Cache busting with Jekyll and Gulp

Since I love tinkering with my journal, updates to both my stylesheets and JavaScript files are quite frequent. Up till now, I’ve just let Gulp generate my files and then I included this in my Jekyll templates in a hard-coded fashion. But it then hit me that maybe I should do something to make sure that recurring visitors always get the latest version of my JavaScript and CSS, if they’ve been changed.

What is cache busting?

In short, cache busting is a way to make sure that a client downloads your very latest version of a file. The simplest way to do this is to either give the file a random name, like ab459ef32da.css or, in my opinion, the nicer variant of adding a query string along the lines of styles.css?version=ab459ef32da. Then, each time you do a change to this file, you make sure that the random string changes, and you’ve successfully busted that cache.

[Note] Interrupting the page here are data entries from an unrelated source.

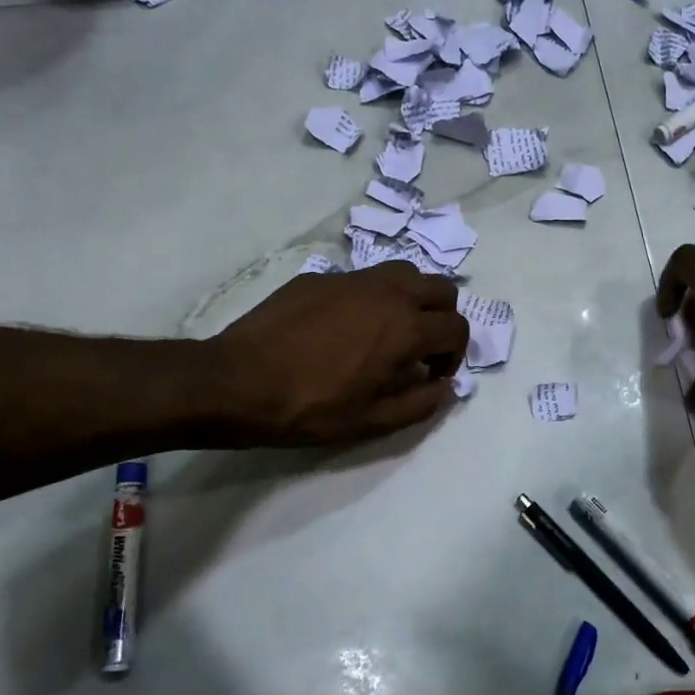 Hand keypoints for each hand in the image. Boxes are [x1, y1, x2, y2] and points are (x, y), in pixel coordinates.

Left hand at [201, 262, 468, 446]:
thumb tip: (446, 388)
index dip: (455, 356)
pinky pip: (363, 279)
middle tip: (422, 348)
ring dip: (412, 298)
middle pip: (440, 289)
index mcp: (405, 329)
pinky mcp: (320, 277)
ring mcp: (352, 279)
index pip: (456, 328)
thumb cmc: (310, 408)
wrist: (237, 382)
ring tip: (391, 329)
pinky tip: (345, 327)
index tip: (432, 376)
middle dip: (442, 318)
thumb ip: (421, 403)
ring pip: (404, 273)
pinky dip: (373, 297)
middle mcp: (387, 293)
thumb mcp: (372, 422) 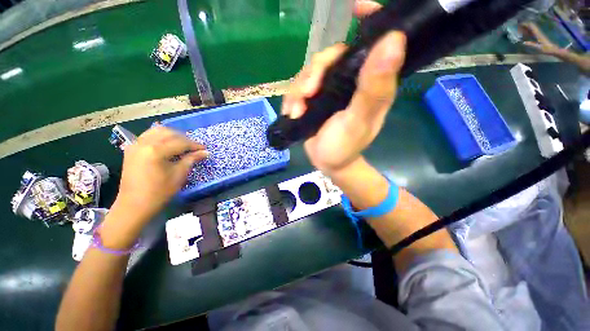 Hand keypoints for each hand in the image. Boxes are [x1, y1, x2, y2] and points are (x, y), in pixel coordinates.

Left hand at [113, 126, 208, 224]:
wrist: (134, 205)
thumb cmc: (159, 192)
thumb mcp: (179, 175)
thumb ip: (191, 160)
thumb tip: (205, 152)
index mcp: (156, 151)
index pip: (180, 142)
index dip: (194, 145)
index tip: (204, 149)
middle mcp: (144, 143)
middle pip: (168, 133)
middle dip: (184, 138)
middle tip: (194, 147)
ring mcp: (135, 145)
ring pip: (157, 131)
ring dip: (172, 135)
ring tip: (182, 143)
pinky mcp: (131, 149)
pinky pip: (147, 135)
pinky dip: (160, 136)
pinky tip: (166, 143)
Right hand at [282, 0, 405, 174]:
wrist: (329, 163)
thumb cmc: (346, 146)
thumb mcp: (358, 119)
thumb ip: (373, 87)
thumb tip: (393, 40)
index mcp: (369, 82)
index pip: (373, 42)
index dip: (369, 20)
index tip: (355, 8)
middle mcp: (349, 81)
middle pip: (329, 57)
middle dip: (314, 72)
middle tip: (308, 94)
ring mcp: (329, 90)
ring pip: (309, 72)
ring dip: (299, 90)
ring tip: (298, 110)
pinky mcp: (314, 99)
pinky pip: (298, 88)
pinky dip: (293, 99)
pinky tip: (294, 112)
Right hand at [520, 22, 560, 55]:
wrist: (553, 49)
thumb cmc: (546, 49)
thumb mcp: (538, 47)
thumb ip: (531, 44)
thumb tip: (523, 42)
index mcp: (537, 34)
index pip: (531, 26)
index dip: (525, 24)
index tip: (519, 25)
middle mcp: (538, 32)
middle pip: (531, 25)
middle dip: (525, 25)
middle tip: (518, 27)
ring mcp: (539, 33)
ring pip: (532, 27)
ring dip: (526, 27)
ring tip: (520, 30)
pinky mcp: (539, 35)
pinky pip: (533, 31)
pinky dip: (528, 31)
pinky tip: (525, 33) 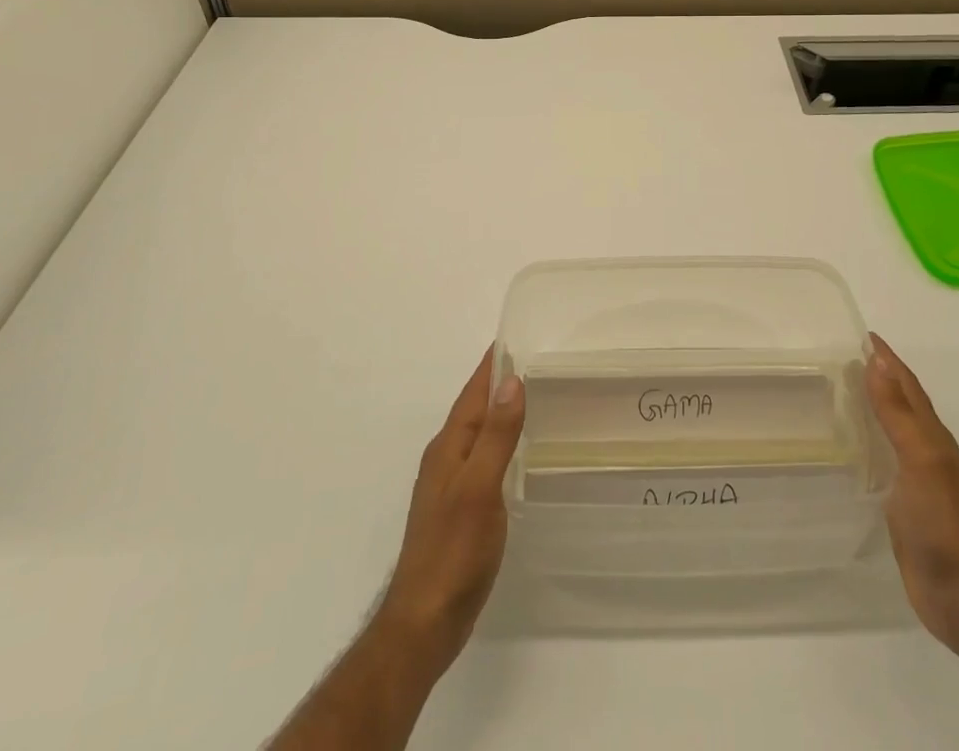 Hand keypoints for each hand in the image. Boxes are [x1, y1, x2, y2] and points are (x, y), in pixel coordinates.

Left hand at [375, 347, 524, 677]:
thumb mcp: (480, 489)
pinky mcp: (458, 509)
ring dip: (499, 411)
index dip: (492, 365)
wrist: (424, 623)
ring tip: (530, 396)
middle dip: (498, 382)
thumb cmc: (453, 552)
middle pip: (475, 409)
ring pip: (478, 433)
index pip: (473, 393)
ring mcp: (449, 485)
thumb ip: (497, 436)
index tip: (515, 335)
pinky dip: (499, 442)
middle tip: (534, 359)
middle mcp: (446, 458)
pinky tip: (515, 451)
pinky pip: (482, 458)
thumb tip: (512, 381)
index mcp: (449, 447)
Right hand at [867, 332, 958, 651]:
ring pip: (894, 433)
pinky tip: (852, 450)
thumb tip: (877, 361)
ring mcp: (918, 484)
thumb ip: (898, 413)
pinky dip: (870, 446)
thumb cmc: (944, 524)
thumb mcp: (921, 460)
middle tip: (845, 358)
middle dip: (880, 378)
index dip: (888, 361)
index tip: (864, 336)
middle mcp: (927, 454)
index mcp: (932, 438)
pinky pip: (884, 464)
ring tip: (842, 394)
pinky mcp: (906, 511)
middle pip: (902, 405)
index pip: (907, 387)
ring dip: (874, 410) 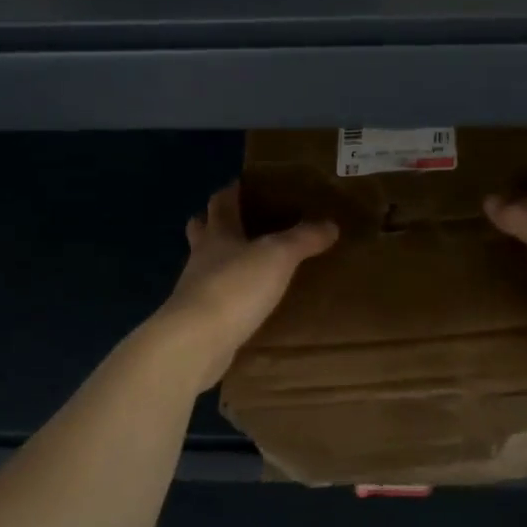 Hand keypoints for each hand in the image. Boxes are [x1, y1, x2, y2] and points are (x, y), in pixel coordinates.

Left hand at [154, 183, 337, 388]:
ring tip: (249, 265)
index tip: (244, 184)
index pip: (221, 202)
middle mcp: (202, 257)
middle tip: (240, 222)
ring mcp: (196, 291)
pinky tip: (246, 305)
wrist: (196, 342)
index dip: (232, 191)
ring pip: (206, 266)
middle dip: (215, 223)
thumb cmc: (234, 287)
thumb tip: (330, 224)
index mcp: (218, 233)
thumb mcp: (277, 256)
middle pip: (202, 230)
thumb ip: (303, 239)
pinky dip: (228, 297)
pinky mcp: (199, 322)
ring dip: (222, 262)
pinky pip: (215, 301) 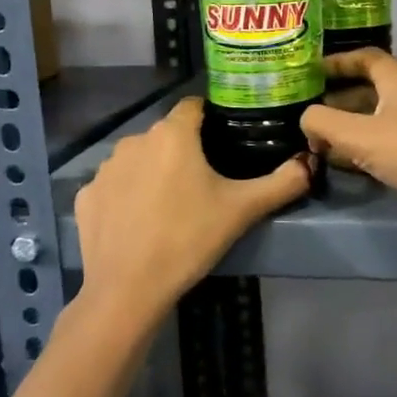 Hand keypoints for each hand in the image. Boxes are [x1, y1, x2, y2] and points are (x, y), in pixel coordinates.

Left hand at [74, 96, 311, 319]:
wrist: (128, 289)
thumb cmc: (189, 240)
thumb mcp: (243, 210)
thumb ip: (282, 182)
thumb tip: (310, 163)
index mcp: (172, 135)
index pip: (194, 107)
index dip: (212, 119)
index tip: (226, 142)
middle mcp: (134, 141)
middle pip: (166, 135)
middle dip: (184, 150)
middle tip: (206, 183)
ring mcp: (104, 169)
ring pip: (139, 159)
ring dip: (154, 172)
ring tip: (172, 206)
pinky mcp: (86, 196)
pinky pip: (114, 185)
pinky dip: (127, 196)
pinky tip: (140, 222)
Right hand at [303, 50, 396, 253]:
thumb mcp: (359, 134)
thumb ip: (323, 122)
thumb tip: (306, 119)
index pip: (365, 58)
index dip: (336, 61)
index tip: (307, 71)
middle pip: (366, 88)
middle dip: (334, 97)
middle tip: (301, 108)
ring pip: (371, 119)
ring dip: (343, 126)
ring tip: (310, 136)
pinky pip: (378, 144)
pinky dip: (357, 148)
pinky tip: (333, 160)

Update (2016-02-26): Apparently, according to GTmetrix, some proxies do not cache static resources with a query string in the URL. They recommend that you encode the unique string into the file names themselves.

Making Gulp and Jekyll work together

As mentioned, I use Gulp to minify and concatenate both my CSS and JavaScript. The output files are hardcoded in my Gulpfile.js so all Jekyll needed was the paths to both files in the templates and be done with it.

<link rel="stylesheet" href="/gui/css/styles.css">
<script src="/gui/js/main.js" defer></script>

In order to get some cache busting going, I needed the following:

  • Give my generated CSS and JavaScript files a unique string everytime they are updated with Gulp
  • Make this string available to Jekyll somehow to append it when linking to the files in the Jekyll template
  • Automate it so I don’t have to think about it anymore

Since I only want the string to change when I’ve done something to either the JavaScript or CSS, the best approach would be to use the MD5 checksum from each generated file to indicate when something has changed. So I needed some sort of Gulp plugin to grab the MD5 and then do something with it. But first, we need to sort out how to get this data into Gulp.

Enter the data folder

Jekyll has this nifty feature that lets you define custom data.

In addition to the built-in variables available from Jekyll, you can specify your own custom data that can be accessed via the Liquid templating system.

Jekyll supports loading data from YAML, JSON, and CSV files located in the _data directory.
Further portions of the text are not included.